DeepRec-AI/DeepRec

Parquet dataset reader throw InternalError: Read uninitialized Dataset variant.

Opened this issue · 1 comments

Here is my test code

import tensorflow as tf
from tensorflow.python.data.experimental.ops import parquet_dataset_ops
s = tf.Session()
ds = parquet_dataset_ops.ParquetDataset('test.parquet', batch_size=10)
dataset_output_types = tf.data.get_output_types(ds)
dataset_output_shapes = tf.data.get_output_shapes(ds)
iterator = tf.data.Iterator.from_structure(dataset_output_types, dataset_output_shapes)
init_op = iterator.make_initializer(ds)
s.run(init_op)
s.run(iterator.get_next())

following is the full log

Traceback (most recent call last):
  File "/app/anaconda3/lib/python3.8/site-packages/tensorflow_core/python/client/session.py", line 1374, in _do_call
    return fn(*args)
  File "/app/anaconda3/lib/python3.8/site-packages/tensorflow_core/python/client/session.py", line 1358, in _run_fn
    return self._call_tf_sessionrun(options, feed_dict, fetch_list,
  File "/app/anaconda3/lib/python3.8/site-packages/tensorflow_core/python/client/session.py", line 1450, in _call_tf_sessionrun
    return tf_session.TF_SessionRun_wrapper(self._session, options, feed_dict,
tensorflow.python.framework.errors_impl.InternalError: Read uninitialized Dataset variant.
         [[{{node IteratorGetNext}}]]

During handling of the above exception, another exception occurred:

Traceback (most recent call last):
  File "test.py", line 10, in <module>
    s.run(iterator.get_next())
  File "/app/anaconda3/lib/python3.8/site-packages/tensorflow_core/python/client/session.py", line 964, in run
    result = self._run(None, fetches, feed_dict, options_ptr,
  File "/app/anaconda3/lib/python3.8/site-packages/tensorflow_core/python/client/session.py", line 1188, in _run
    results = self._do_run(handle, final_targets, final_fetches,
  File "/app/anaconda3/lib/python3.8/site-packages/tensorflow_core/python/client/session.py", line 1367, in _do_run
    return self._do_call(_run_fn, feeds, fetches, targets, options,
  File "/app/anaconda3/lib/python3.8/site-packages/tensorflow_core/python/client/session.py", line 1393, in _do_call
    raise type(e)(node_def, op, message)
tensorflow.python.framework.errors_impl.InternalError: Read uninitialized Dataset variant.
         [[node IteratorGetNext (defined at /app/anaconda3/lib/python3.8/site-packages/tensorflow_core/python/framework/ops.py:1748) ]]

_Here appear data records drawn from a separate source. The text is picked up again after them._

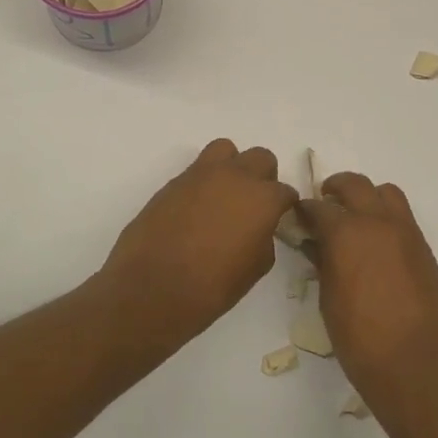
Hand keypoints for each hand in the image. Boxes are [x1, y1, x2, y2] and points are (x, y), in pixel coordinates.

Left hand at [99, 139, 298, 344]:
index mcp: (262, 198)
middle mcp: (235, 176)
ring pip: (225, 150)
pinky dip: (203, 183)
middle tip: (254, 204)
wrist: (153, 288)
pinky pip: (196, 171)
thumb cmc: (213, 286)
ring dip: (231, 167)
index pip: (285, 191)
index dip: (283, 206)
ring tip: (224, 195)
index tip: (278, 220)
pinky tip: (196, 210)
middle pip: (260, 158)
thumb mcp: (255, 268)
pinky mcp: (173, 182)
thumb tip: (258, 229)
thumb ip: (264, 238)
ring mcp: (201, 175)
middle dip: (262, 177)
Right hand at [301, 172, 437, 408]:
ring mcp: (405, 232)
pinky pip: (402, 216)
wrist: (415, 362)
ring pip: (386, 193)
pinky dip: (386, 216)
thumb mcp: (329, 299)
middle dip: (336, 188)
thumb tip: (317, 245)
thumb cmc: (360, 338)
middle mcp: (378, 222)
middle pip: (355, 185)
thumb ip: (323, 263)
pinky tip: (376, 241)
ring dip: (367, 196)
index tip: (298, 216)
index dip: (305, 210)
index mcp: (347, 233)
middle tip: (324, 202)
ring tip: (355, 215)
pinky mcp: (423, 247)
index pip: (319, 208)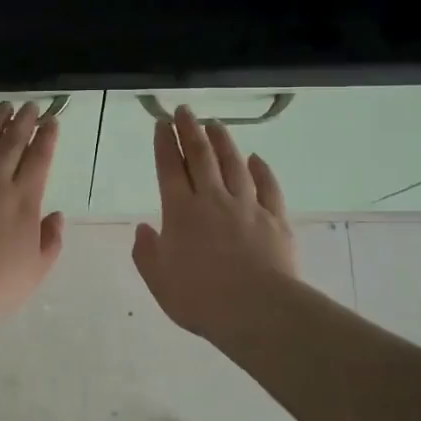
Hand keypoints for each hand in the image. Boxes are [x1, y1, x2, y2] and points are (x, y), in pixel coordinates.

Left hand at [0, 102, 65, 331]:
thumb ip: (50, 240)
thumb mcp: (35, 270)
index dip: (47, 138)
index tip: (51, 120)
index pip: (39, 160)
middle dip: (23, 121)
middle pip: (12, 144)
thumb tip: (55, 214)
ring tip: (3, 106)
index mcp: (23, 202)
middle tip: (30, 105)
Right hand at [132, 108, 299, 343]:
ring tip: (215, 125)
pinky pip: (268, 187)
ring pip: (234, 164)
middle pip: (201, 157)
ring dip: (223, 142)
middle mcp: (213, 200)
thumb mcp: (159, 280)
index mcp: (181, 212)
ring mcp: (247, 207)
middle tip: (185, 111)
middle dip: (190, 130)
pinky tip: (256, 159)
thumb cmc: (200, 298)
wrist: (258, 310)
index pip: (170, 168)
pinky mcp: (275, 219)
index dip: (165, 144)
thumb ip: (147, 252)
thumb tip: (144, 228)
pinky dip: (261, 170)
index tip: (163, 123)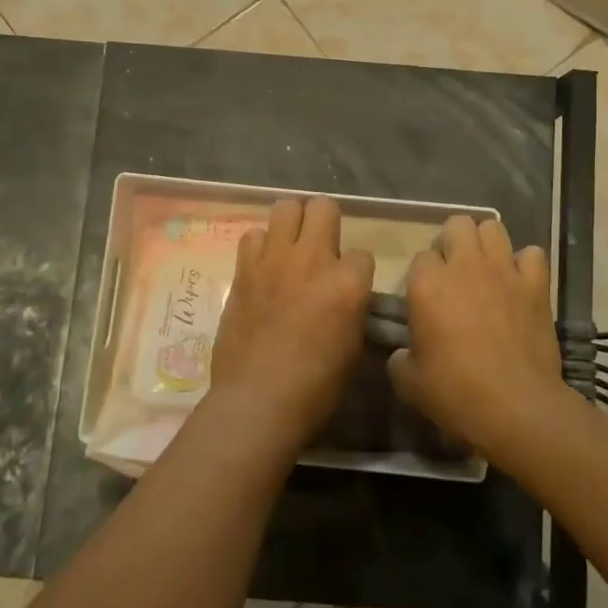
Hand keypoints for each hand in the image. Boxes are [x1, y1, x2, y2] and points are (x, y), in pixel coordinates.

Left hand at [208, 196, 373, 449]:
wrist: (257, 400)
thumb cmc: (315, 387)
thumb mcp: (353, 349)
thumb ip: (353, 311)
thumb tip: (349, 300)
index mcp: (348, 282)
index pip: (363, 254)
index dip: (357, 271)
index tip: (349, 288)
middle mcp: (313, 259)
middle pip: (324, 207)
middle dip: (327, 222)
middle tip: (321, 248)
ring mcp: (275, 259)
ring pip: (286, 207)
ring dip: (292, 224)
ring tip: (290, 248)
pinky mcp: (244, 268)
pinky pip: (253, 235)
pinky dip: (261, 246)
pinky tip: (263, 267)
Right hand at [387, 216, 568, 455]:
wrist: (515, 407)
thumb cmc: (455, 393)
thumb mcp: (408, 382)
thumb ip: (399, 358)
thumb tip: (402, 353)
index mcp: (427, 284)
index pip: (420, 257)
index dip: (423, 276)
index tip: (426, 298)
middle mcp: (464, 266)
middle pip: (457, 225)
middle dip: (453, 241)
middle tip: (454, 271)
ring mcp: (503, 271)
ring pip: (493, 227)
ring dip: (487, 243)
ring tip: (486, 267)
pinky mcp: (535, 285)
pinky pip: (532, 254)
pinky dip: (525, 264)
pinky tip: (520, 282)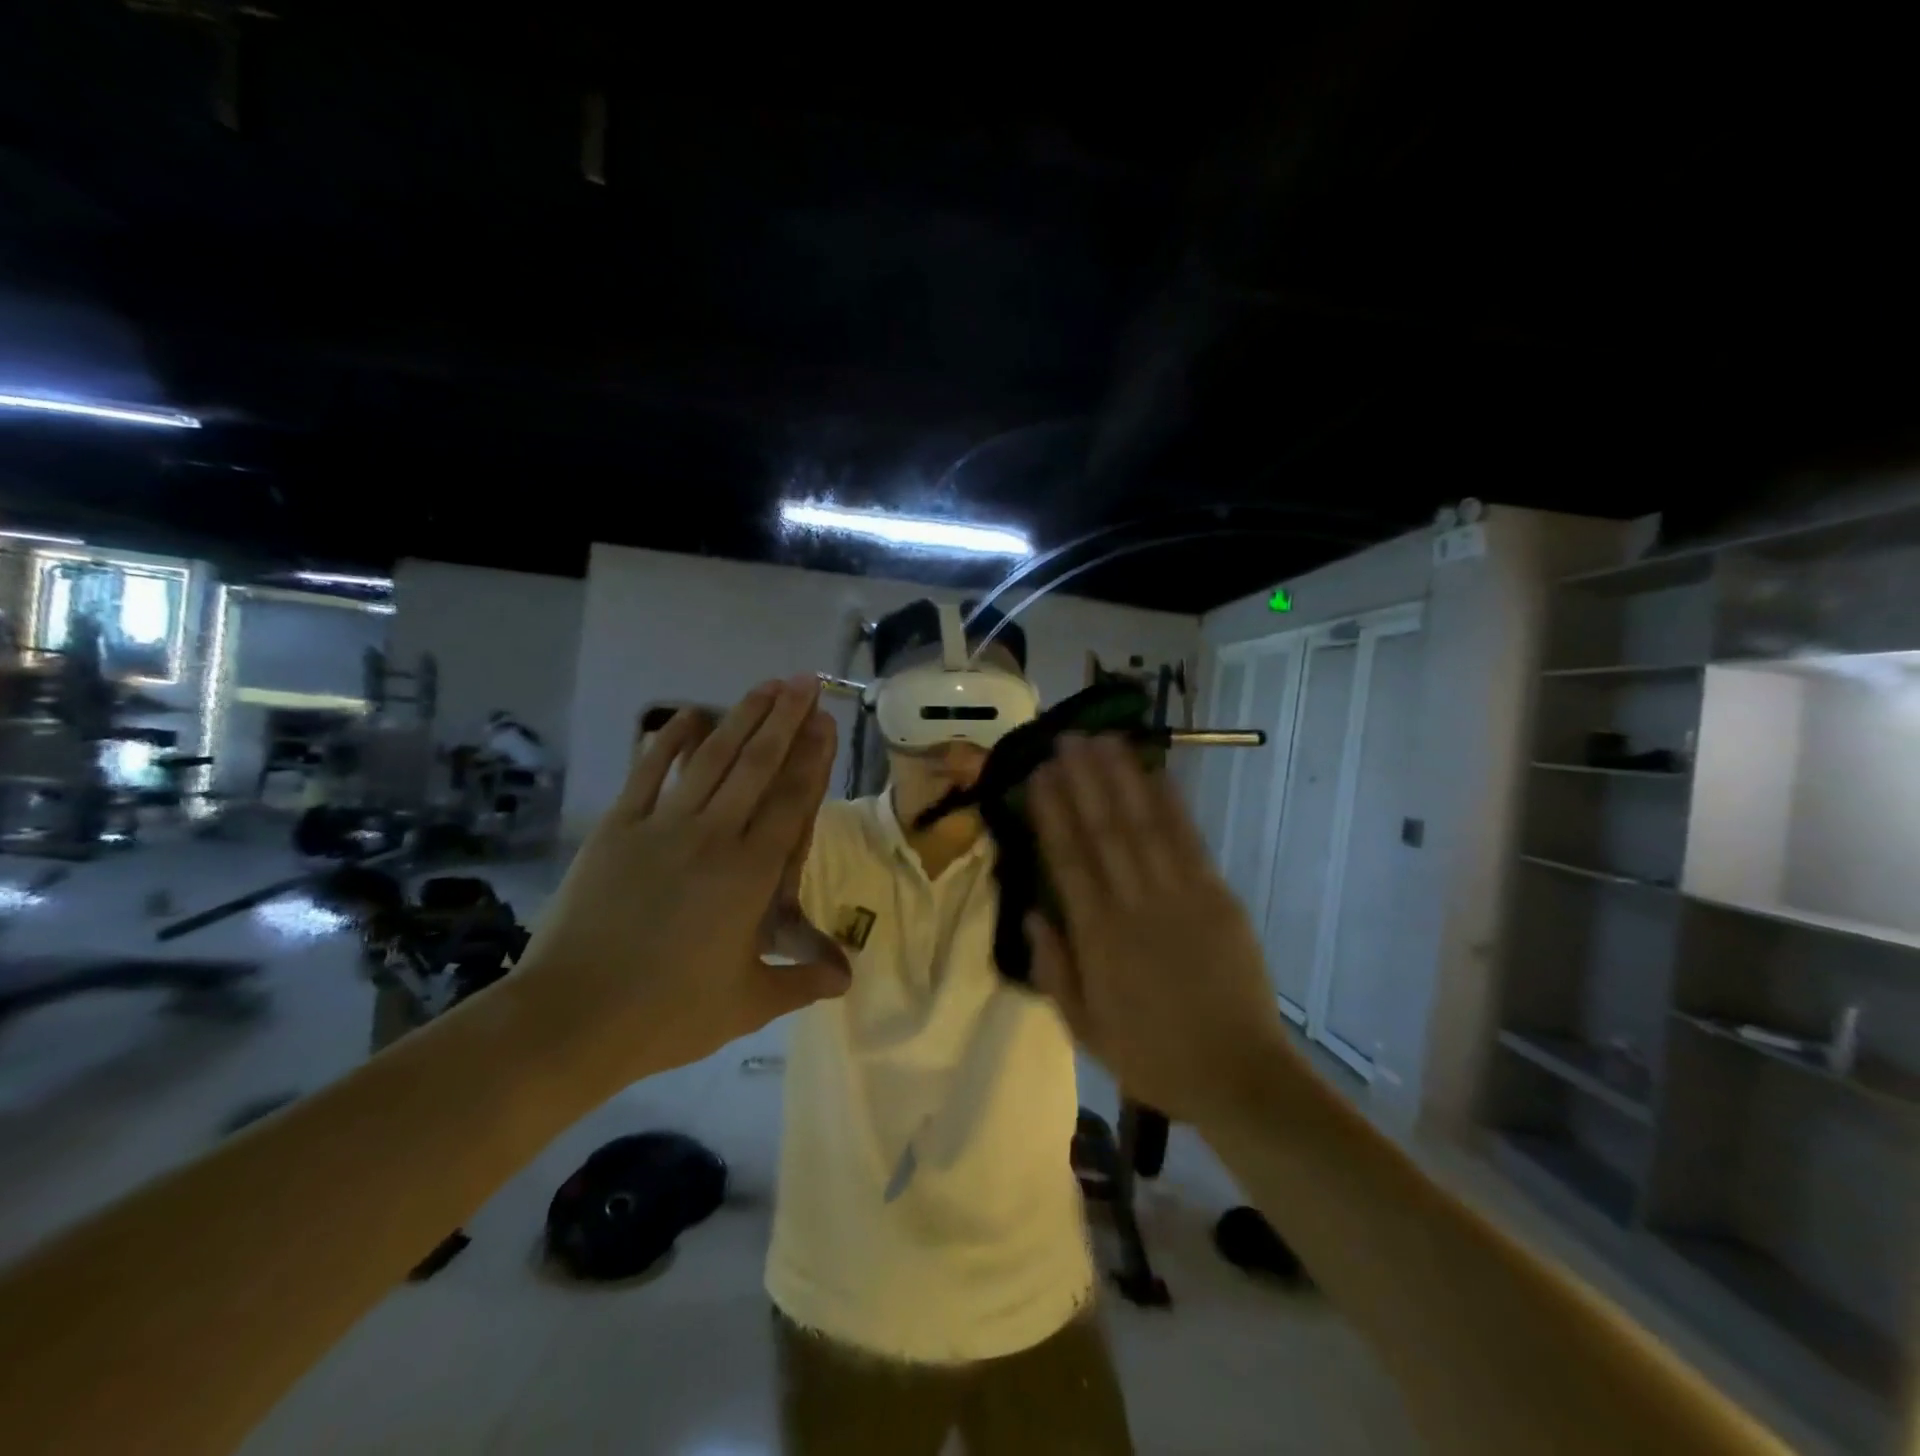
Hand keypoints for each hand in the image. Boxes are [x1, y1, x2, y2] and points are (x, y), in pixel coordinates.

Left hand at [517, 676, 850, 1087]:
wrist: (571, 1018)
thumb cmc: (668, 1013)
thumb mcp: (748, 1003)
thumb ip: (802, 981)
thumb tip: (848, 979)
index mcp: (751, 874)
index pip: (793, 801)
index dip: (813, 757)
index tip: (826, 721)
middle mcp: (714, 836)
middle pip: (757, 765)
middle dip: (785, 719)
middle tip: (804, 681)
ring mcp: (662, 826)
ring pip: (712, 759)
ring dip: (742, 718)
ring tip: (766, 685)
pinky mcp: (617, 829)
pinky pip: (648, 772)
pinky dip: (671, 741)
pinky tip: (690, 715)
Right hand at [1025, 734, 1290, 1123]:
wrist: (1238, 1076)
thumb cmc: (1153, 1056)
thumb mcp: (1085, 1030)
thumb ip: (1054, 970)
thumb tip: (1031, 913)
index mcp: (1098, 938)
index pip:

Original stack trace for 'IteratorGetNext':
  File "test.py", line 10, in <module>
    s.run(iterator.get_next())
  File "/app/anaconda3/lib/python3.8/site-packages/tensorflow_core/python/data/ops/iterator_ops.py", line 425, in get_next
    flat_ret = gen_dataset_ops.iterator_get_next(
  File "/app/anaconda3/lib/python3.8/site-packages/tensorflow_core/python/ops/gen_dataset_ops.py", line 3683, in iterator_get_next
    _, _, _op = _op_def_lib._apply_op_helper(
  File "/app/anaconda3/lib/python3.8/site-packages/tensorflow_core/python/framework/op_def_library.py", line 792, in _apply_op_helper
    op = g.create_op(op_type_name, inputs, dtypes=None, name=scope,
  File "/app/anaconda3/lib/python3.8/site-packages/tensorflow_core/python/util/deprecation.py", line 507, in new_func
    return func(*args, **kwargs)
  File "/app/anaconda3/lib/python3.8/site-packages/tensorflow_core/python/framework/ops.py", line 3360, in create_op
    return self._create_op_internal(op_type, inputs, dtypes, input_types, name,
  File "/app/anaconda3/lib/python3.8/site-packages/tensorflow_core/python/framework/ops.py", line 3422, in _create_op_internal
    ret = Operation(
  File "/app/anaconda3/lib/python3.8/site-packages/tensorflow_core/python/framework/ops.py", line 1748, in __init__
    self._traceback = tf_stack.extract_stack()

Use DeepRec release image: alideeprec/deeprec-release:deeprec2310-cpu-py38-ubuntu20.04
test code:

import tensorflow as tf
from tensorflow.python.data.experimental.ops import parquet_dataset_ops
s = tf.Session()
ds = parquet_dataset_ops.ParquetDataset('feature.parquet', batch_size=10)
dataset_output_types = tf.data.get_output_types(ds)
dataset_output_shapes = tf.data.get_output_shapes(ds)
iterator = tf.data.Iterator.from_structure(dataset_output_types, dataset_output_shapes)
init_op = iterator.make_initializer(ds)
s.run(init_op)
a = s.run(iterator.get_next())
print(a)

The result of the execution is as follows:
image

I was unable to reproduce the issue, and the program execution is running as expected.